EXERCISE REQUIREMENTS -
Find every line below with the word "Türkeş". Then give only how many there are.

Collected data entries -
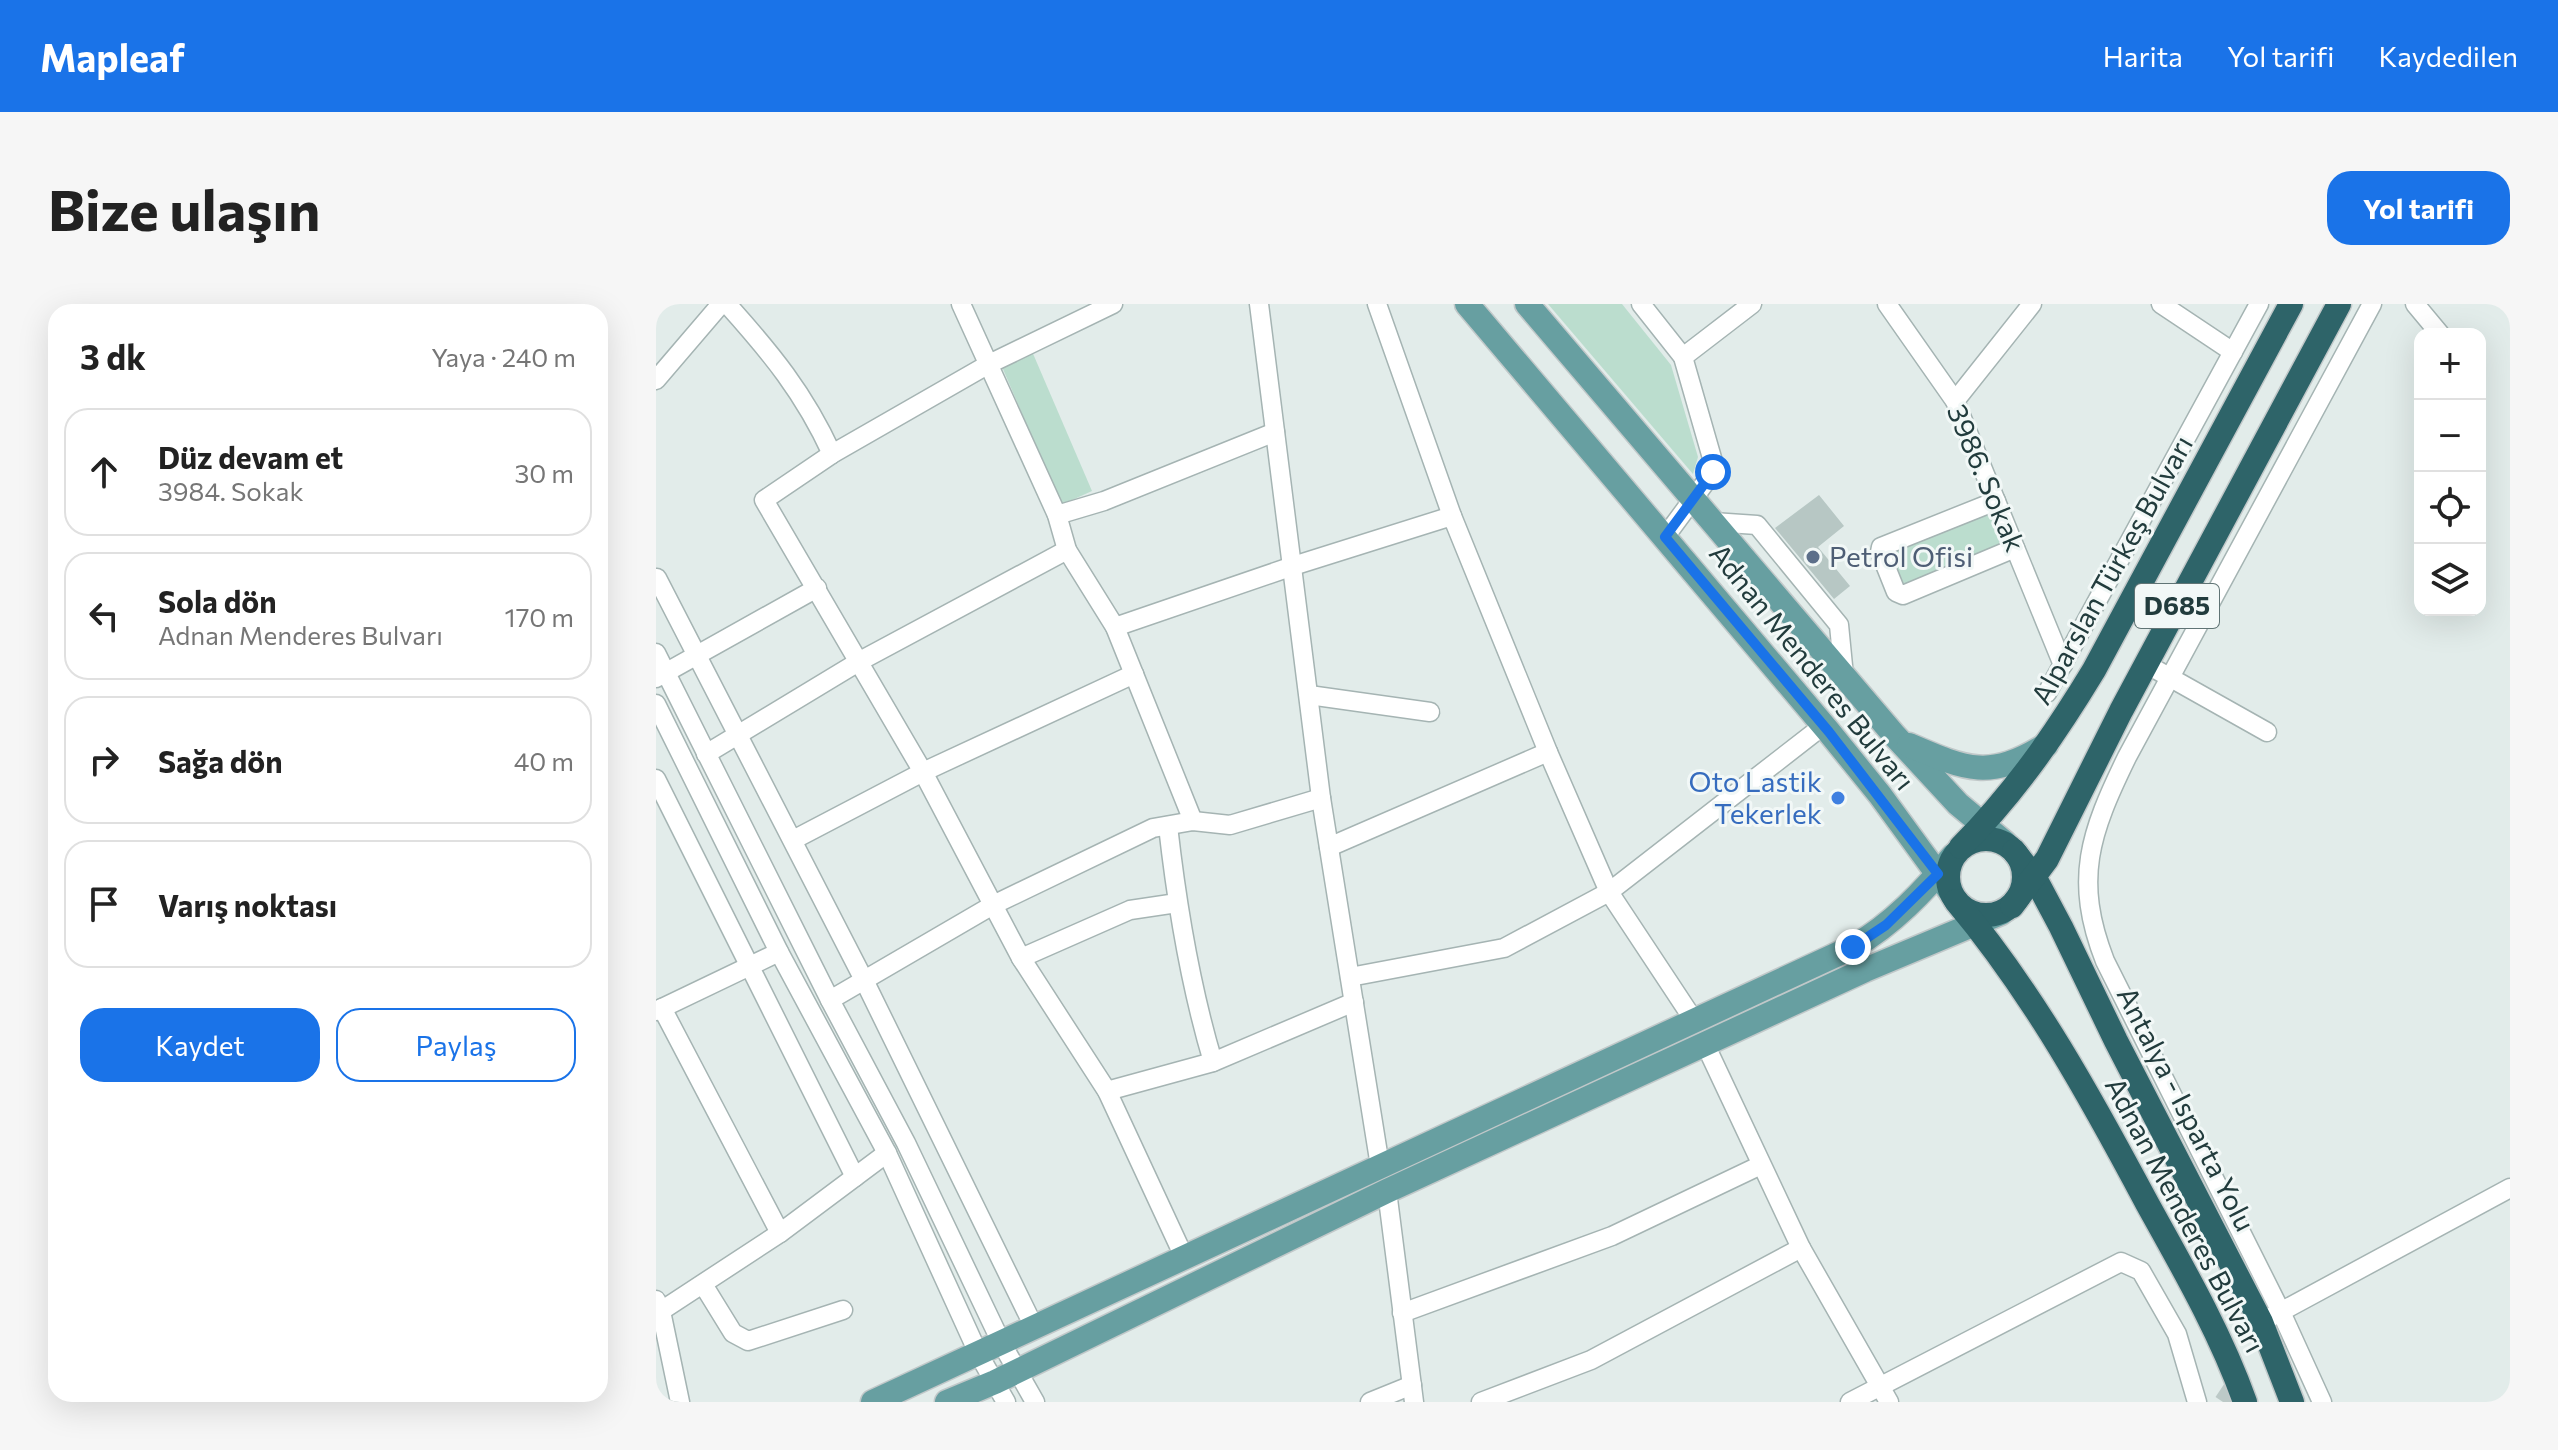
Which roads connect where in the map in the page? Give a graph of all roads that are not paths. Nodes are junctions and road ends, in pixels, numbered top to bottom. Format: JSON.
{"nodes":[{"id":1,"x":724,"y":304,"type":"edge"},
{"id":2,"x":961,"y":304,"type":"edge"},
{"id":3,"x":1113,"y":304,"type":"edge"},
{"id":4,"x":1259,"y":304,"type":"edge"},
{"id":5,"x":1377,"y":304,"type":"edge"},
{"id":6,"x":1467,"y":304,"type":"edge"},
{"id":7,"x":1527,"y":304,"type":"edge"},
{"id":8,"x":1641,"y":304,"type":"edge"},
{"id":9,"x":1752,"y":304,"type":"edge"},
{"id":10,"x":1887,"y":304,"type":"edge"},
{"id":11,"x":2032,"y":304,"type":"edge"},
{"id":12,"x":2161,"y":304,"type":"edge"},
{"id":13,"x":2259,"y":304,"type":"edge"},
{"id":14,"x":2291,"y":304,"type":"edge"},
{"id":15,"x":2339,"y":304,"type":"edge"},
{"id":16,"x":2372,"y":304,"type":"edge"},
{"id":17,"x":2415,"y":304,"type":"edge"},
{"id":18,"x":2435,"y":328,"type":"edge"},
{"id":19,"x":2233,"y":352,"type":"junction"},
{"id":20,"x":1683,"y":357,"type":"junction"},
{"id":21,"x":989,"y":364,"type":"junction"},
{"id":22,"x":656,"y":380,"type":"edge"},
{"id":23,"x":1955,"y":401,"type":"junction"},
{"id":24,"x":1275,"y":432,"type":"junction"},
{"id":25,"x":832,"y":454,"type":"junction"},
{"id":26,"x":1694,"y":499,"type":"junction"},
{"id":27,"x":1996,"y":501,"type":"junction"},
{"id":28,"x":1057,"y":515,"type":"junction"},
{"id":29,"x":1452,"y":516,"type":"junction"},
{"id":30,"x":1665,"y":537,"type":"junction"},
{"id":31,"x":2015,"y":548,"type":"junction"},
{"id":32,"x":1067,"y":550,"type":"junction"},
{"id":33,"x":1293,"y":566,"type":"junction"},
{"id":34,"x":657,"y":578,"type":"edge"},
{"id":35,"x":817,"y":588,"type":"junction"},
{"id":36,"x":1115,"y":627,"type":"junction"},
{"id":37,"x":656,"y":653,"type":"edge"},
{"id":38,"x":697,"y":655,"type":"junction"},
{"id":39,"x":860,"y":661,"type":"junction"},
{"id":40,"x":2146,"y":664,"type":"junction"},
{"id":41,"x":2063,"y":665,"type":"junction"},
{"id":42,"x":1134,"y":674,"type":"junction"},
{"id":43,"x":661,"y":675,"type":"edge"},
{"id":44,"x":2170,"y":678,"type":"junction"},
{"id":45,"x":2047,"y":693,"type":"dead end"},
{"id":46,"x":1309,"y":695,"type":"junction"},
{"id":47,"x":656,"y":704,"type":"edge"},
{"id":48,"x":1430,"y":712,"type":"dead end"},
{"id":49,"x":1824,"y":725,"type":"junction"},
{"id":50,"x":662,"y":730,"type":"edge"},
{"id":51,"x":2267,"y":732,"type":"dead end"},
{"id":52,"x":738,"y":735,"type":"junction"},
{"id":53,"x":1900,"y":741,"type":"junction"},
{"id":54,"x":2048,"y":744,"type":"junction"},
{"id":55,"x":1548,"y":752,"type":"junction"},
{"id":56,"x":706,"y":754,"type":"junction"},
{"id":57,"x":923,"y":772,"type":"junction"},
{"id":58,"x":656,"y":779,"type":"edge"},
{"id":59,"x":1321,"y":798,"type":"junction"},
{"id":60,"x":1193,"y":821,"type":"junction"},
{"id":61,"x":1982,"y":825,"type":"junction"},
{"id":62,"x":1168,"y":826,"type":"junction"},
{"id":63,"x":793,"y":840,"type":"junction"},
{"id":64,"x":1329,"y":847,"type":"junction"},
{"id":65,"x":2010,"y":847,"type":"junction"},
{"id":66,"x":1952,"y":874,"type":"junction"},
{"id":67,"x":2035,"y":878,"type":"junction"},
{"id":68,"x":1609,"y":892,"type":"junction"},
{"id":69,"x":1177,"y":903,"type":"junction"},
{"id":70,"x":993,"y":905,"type":"junction"},
{"id":71,"x":2006,"y":909,"type":"junction"},
{"id":72,"x":1975,"y":924,"type":"junction"},
{"id":73,"x":779,"y":952,"type":"junction"},
{"id":74,"x":1021,"y":958,"type":"junction"},
{"id":75,"x":750,"y":966,"type":"junction"},
{"id":76,"x":1350,"y":977,"type":"junction"},
{"id":77,"x":864,"y":980,"type":"junction"},
{"id":78,"x":830,"y":1000,"type":"junction"},
{"id":79,"x":1354,"y":1002,"type":"junction"},
{"id":80,"x":659,"y":1010,"type":"edge"},
{"id":81,"x":1695,"y":1022,"type":"junction"},
{"id":82,"x":1705,"y":1044,"type":"junction"},
{"id":83,"x":1213,"y":1062,"type":"junction"},
{"id":84,"x":1107,"y":1091,"type":"junction"},
{"id":85,"x":887,"y":1153,"type":"junction"},
{"id":86,"x":1761,"y":1165,"type":"junction"},
{"id":87,"x":1380,"y":1166,"type":"junction"},
{"id":88,"x":855,"y":1177,"type":"junction"},
{"id":89,"x":2510,"y":1188,"type":"edge"},
{"id":90,"x":1387,"y":1191,"type":"junction"},
{"id":91,"x":780,"y":1233,"type":"junction"},
{"id":92,"x":1801,"y":1248,"type":"junction"},
{"id":93,"x":1185,"y":1259,"type":"junction"},
{"id":94,"x":704,"y":1286,"type":"junction"},
{"id":95,"x":658,"y":1308,"type":"edge"},
{"id":96,"x":843,"y":1310,"type":"dead end"},
{"id":97,"x":1402,"y":1313,"type":"junction"},
{"id":98,"x":2271,"y":1317,"type":"junction"},
{"id":99,"x":1035,"y":1329,"type":"junction"},
{"id":100,"x":1002,"y":1344,"type":"junction"},
{"id":101,"x":979,"y":1355,"type":"junction"},
{"id":102,"x":1018,"y":1370,"type":"junction"},
{"id":103,"x":1000,"y":1392,"type":"edge"},
{"id":104,"x":1413,"y":1393,"type":"edge"},
{"id":105,"x":1885,"y":1394,"type":"edge"},
{"id":106,"x":680,"y":1402,"type":"edge"},
{"id":107,"x":873,"y":1402,"type":"edge"},
{"id":108,"x":947,"y":1402,"type":"edge"},
{"id":109,"x":1035,"y":1402,"type":"edge"},
{"id":110,"x":1370,"y":1402,"type":"edge"},
{"id":111,"x":1481,"y":1402,"type":"edge"},
{"id":112,"x":1850,"y":1402,"type":"edge"},
{"id":113,"x":2197,"y":1402,"type":"edge"},
{"id":114,"x":2245,"y":1402,"type":"edge"},
{"id":115,"x":2292,"y":1402,"type":"edge"},
{"id":116,"x":2322,"y":1402,"type":"edge"}],
"edges":[{"from":1,"to":22,"type":"street"},
{"from":1,"to":25,"type":"street"},
{"from":2,"to":21,"type":"street"},
{"from":3,"to":21,"type":"street"},
{"from":4,"to":24,"type":"street"},
{"from":5,"to":29,"type":"street"},
{"from":6,"to":30,"type":"main road","name":"Adnan Menderes Bulvarı"},
{"from":7,"to":26,"type":"main road","name":"Adnan Menderes Bulvarı"},
{"from":8,"to":20,"type":"street"},
{"from":9,"to":20,"type":"street"},
{"from":10,"to":23,"type":"street","name":"3986. Sokak"},
{"from":11,"to":23,"type":"street"},
{"from":12,"to":19,"type":"street"},
{"from":13,"to":19,"type":"street"},
{"from":14,"to":54,"type":"highway","name":"Alparslan Türkeş Bulvarı","number":"D685"},
{"from":15,"to":40,"type":"highway","number":"D685"},
{"from":16,"to":44,"type":"street"},
{"from":17,"to":18,"type":"street"},
{"from":19,"to":41,"type":"street"},
{"from":20,"to":26,"type":"street"},
{"from":21,"to":25,"type":"street"},
{"from":21,"to":28,"type":"street"},
{"from":23,"to":27,"type":"street","name":"3986. Sokak"},
{"from":24,"to":28,"type":"street"},
{"from":24,"to":33,"type":"street"},
{"from":25,"to":35,"type":"street"},
{"from":26,"to":30,"type":"street"},
{"from":26,"to":53,"type":"main road","name":"Adnan Menderes Bulvarı"},
{"from":27,"to":31,"type":"street","name":"3986. Sokak"},
{"from":27,"to":31,"type":"street"},
{"from":28,"to":32,"type":"street"},
{"from":29,"to":33,"type":"street"},
{"from":29,"to":55,"type":"street"},
{"from":30,"to":49,"type":"main road","name":"Adnan Menderes Bulvarı"},
{"from":31,"to":41,"type":"street","name":"3986. Sokak"},
{"from":32,"to":36,"type":"street"},
{"from":32,"to":39,"type":"street"},
{"from":33,"to":36,"type":"street"},
{"from":33,"to":46,"type":"street"},
{"from":34,"to":38,"type":"street"},
{"from":35,"to":38,"type":"street"},
{"from":35,"to":39,"type":"street"},
{"from":36,"to":42,"type":"street"},
{"from":37,"to":43,"type":"street"},
{"from":38,"to":43,"type":"street"},
{"from":38,"to":52,"type":"street"},
{"from":39,"to":52,"type":"street"},
{"from":39,"to":57,"type":"street"},
{"from":40,"to":44,"type":"street"},
{"from":40,"to":67,"type":"highway","number":"D685"},
{"from":41,"to":45,"type":"street"},
{"from":42,"to":57,"type":"street"},
{"from":42,"to":60,"type":"street"},
{"from":43,"to":56,"type":"street"},
{"from":44,"to":51,"type":"street"},
{"from":44,"to":98,"type":"street"},
{"from":46,"to":48,"type":"street"},
{"from":46,"to":59,"type":"street"},
{"from":47,"to":50,"type":"street"},
{"from":49,"to":66,"type":"main road","name":"Adnan Menderes Bulvarı"},
{"from":49,"to":68,"type":"street"},
{"from":50,"to":73,"type":"street"},
{"from":52,"to":56,"type":"street"},
{"from":52,"to":63,"type":"street"},
{"from":53,"to":54,"type":"main road"},
{"from":53,"to":61,"type":"main road","name":"Adnan Menderes Bulvarı"},
{"from":54,"to":61,"type":"highway","name":"Alparslan Türkeş Bulvarı","number":"D685"},
{"from":55,"to":64,"type":"street"},
{"from":55,"to":68,"type":"street"},
{"from":56,"to":78,"type":"street"},
{"from":57,"to":63,"type":"street"},
{"from":57,"to":70,"type":"street"},
{"from":58,"to":75,"type":"street"},
{"from":59,"to":60,"type":"street"},
{"from":59,"to":64,"type":"street"},
{"from":60,"to":62,"type":"street"},
{"from":61,"to":65,"type":"main road","name":"Adnan Menderes Bulvarı"},
{"from":61,"to":66,"type":"highway","name":"Alparslan Türkeş Bulvarı","number":"D685"},
{"from":62,"to":69,"type":"street"},
{"from":62,"to":70,"type":"street"},
{"from":63,"to":77,"type":"street"},
{"from":64,"to":76,"type":"street"},
{"from":65,"to":66,"type":"highway"},
{"from":65,"to":67,"type":"highway","name":"Antalya - Isparta Yolu"},
{"from":65,"to":71,"type":"highway"},
{"from":66,"to":71,"type":"highway"},
{"from":66,"to":72,"type":"highway","name":"Adnan Menderes Bulvarı"},
{"from":66,"to":81,"type":"main road"},
{"from":67,"to":71,"type":"highway","number":"D685"},
{"from":67,"to":98,"type":"highway","name":"Antalya - Isparta Yolu"},
{"from":68,"to":76,"type":"street"},
{"from":68,"to":81,"type":"street"},
{"from":69,"to":74,"type":"street"},
{"from":69,"to":83,"type":"street"},
{"from":70,"to":74,"type":"street"},
{"from":70,"to":77,"type":"street"},
{"from":71,"to":72,"type":"main road"},
{"from":72,"to":82,"type":"main road"},
{"from":72,"to":114,"type":"highway","name":"Adnan Menderes Bulvarı"},
{"from":73,"to":75,"type":"street"},
{"from":73,"to":85,"type":"street"},
{"from":74,"to":84,"type":"street"},
{"from":75,"to":80,"type":"street"},
{"from":75,"to":88,"type":"street"},
{"from":76,"to":79,"type":"street"},
{"from":77,"to":78,"type":"street"},
{"from":77,"to":99,"type":"street"},
{"from":78,"to":100,"type":"street"},
{"from":79,"to":83,"type":"street"},
{"from":79,"to":87,"type":"street"},
{"from":80,"to":91,"type":"street"},
{"from":81,"to":87,"type":"main road"},
{"from":82,"to":86,"type":"street"},
{"from":82,"to":90,"type":"main road"},
{"from":83,"to":84,"type":"street"},
{"from":84,"to":93,"type":"street"},
{"from":85,"to":88,"type":"street"},
{"from":85,"to":101,"type":"street"},
{"from":86,"to":92,"type":"street"},
{"from":86,"to":97,"type":"street"},
{"from":87,"to":90,"type":"main road"},
{"from":87,"to":93,"type":"main road"},
{"from":88,"to":91,"type":"street"},
{"from":89,"to":98,"type":"street"},
{"from":90,"to":97,"type":"street"},
{"from":90,"to":102,"type":"main road"},
{"from":91,"to":94,"type":"street"},
{"from":92,"to":105,"type":"street"},
{"from":92,"to":111,"type":"street"},
{"from":93,"to":99,"type":"main road"},
{"from":94,"to":95,"type":"street"},
{"from":94,"to":96,"type":"street"},
{"from":95,"to":106,"type":"street"},
{"from":97,"to":104,"type":"street"},
{"from":98,"to":115,"type":"highway","name":"Antalya - Isparta Yolu"},
{"from":98,"to":116,"type":"street"},
{"from":99,"to":100,"type":"main road"},
{"from":100,"to":101,"type":"main road"},
{"from":100,"to":102,"type":"street"},
{"from":101,"to":103,"type":"street"},
{"from":101,"to":107,"type":"main road"},
{"from":102,"to":103,"type":"main road"},
{"from":102,"to":109,"type":"street"},
{"from":103,"to":108,"type":"main road"},
{"from":104,"to":110,"type":"street"},
{"from":105,"to":112,"type":"street"},
{"from":105,"to":113,"type":"street"}]}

RESULT OF THE EXERCISE -
3